Am Montag, 13. Januar 2014 15:29:28 UTC+1 schrieb John O'Keefe:
Hi Joachim -

I don't have any really good answer for this problem. So I will ramble on a bit and then agree that "ExtraGrease" on VAStGoodies is probably the best short-term (and maybe even long-term) solution.

Although there are quite a few problems associated with it.
 
Here are alternatives:

 1. Keep them with the ported code. This inevitably will cause conflict when 2 (or more) ported packages supply the same extension method. This problem is even worse when extension methods with the same selectors have different semantics.

 I see this group bloom with "Help, I cannot load XY and Z together due to load conflicts". We've seen lots of that in Pharo and Squeak...

 2. Add methods to the base. The base classes are already pretty heavy. As the product development organization, we would need to evaluate each addition very carefully. A method with the same function but a different spelling from one already in the product would likely be rejected. Also, as others have pointed out, there is a 12-month life cycle to the releases of the base product.

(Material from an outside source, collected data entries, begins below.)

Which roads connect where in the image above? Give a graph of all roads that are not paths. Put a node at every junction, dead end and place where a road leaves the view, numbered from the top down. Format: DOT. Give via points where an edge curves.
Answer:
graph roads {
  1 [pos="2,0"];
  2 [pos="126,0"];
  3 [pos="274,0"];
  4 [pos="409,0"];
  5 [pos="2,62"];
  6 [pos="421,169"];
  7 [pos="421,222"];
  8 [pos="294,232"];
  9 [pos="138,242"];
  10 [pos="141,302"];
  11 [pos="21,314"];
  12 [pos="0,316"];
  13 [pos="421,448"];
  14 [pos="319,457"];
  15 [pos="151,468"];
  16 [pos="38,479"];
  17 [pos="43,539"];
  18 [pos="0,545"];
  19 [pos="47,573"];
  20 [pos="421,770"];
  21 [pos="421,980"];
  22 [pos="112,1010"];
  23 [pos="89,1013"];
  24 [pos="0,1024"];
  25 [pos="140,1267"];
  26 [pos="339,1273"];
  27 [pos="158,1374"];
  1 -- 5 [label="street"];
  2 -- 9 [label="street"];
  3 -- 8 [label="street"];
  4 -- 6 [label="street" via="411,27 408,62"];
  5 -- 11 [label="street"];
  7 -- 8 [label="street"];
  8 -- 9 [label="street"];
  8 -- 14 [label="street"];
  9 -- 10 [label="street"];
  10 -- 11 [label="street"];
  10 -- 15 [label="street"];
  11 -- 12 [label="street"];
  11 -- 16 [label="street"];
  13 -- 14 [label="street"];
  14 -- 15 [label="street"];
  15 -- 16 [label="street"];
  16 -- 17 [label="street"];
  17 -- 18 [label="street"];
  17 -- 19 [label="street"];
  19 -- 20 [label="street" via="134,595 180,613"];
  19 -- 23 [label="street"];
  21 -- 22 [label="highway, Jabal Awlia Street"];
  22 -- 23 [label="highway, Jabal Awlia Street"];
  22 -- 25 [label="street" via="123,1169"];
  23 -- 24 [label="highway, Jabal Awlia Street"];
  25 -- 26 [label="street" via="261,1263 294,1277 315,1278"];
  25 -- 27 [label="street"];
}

I was expecting you to mention this, and I fully understand. From your perspective, supporting such methods is risky.

 3. Add methods to Grease. Grease is designed for platform portability, and was based strictly on the needs of Seaside. Our small group of Grease designers worked very diligently to minimize the content. We reduced the original content over several iterations by eliminating the use of non-portable methods where portable equivalent methods were available. Seaside Slime was developed to help developers identify usage of non-portable methods and use its rewrite rules to update their code to replace such usage with portable methods. The net effect is that Grease is a controlled environment, perhaps even more controlled than the base product, because it has to be portable to all supported Smalltalk platforms.

I think we cannot use Grease, because you will have to adopt Grease for every Seaside and/or VAST release, so it is undesirable to have your Grease throw all of our extensions out of an image with every new VAST release...


 4. Add methods to a new ExtraGrease VAStGoodies package. This provides a distribution mechanism specifically oriented to Pharo/Squeak -> VA Smalltalk porting. It provides looser control over its content and faster turn-around than with either base product or Grease changes.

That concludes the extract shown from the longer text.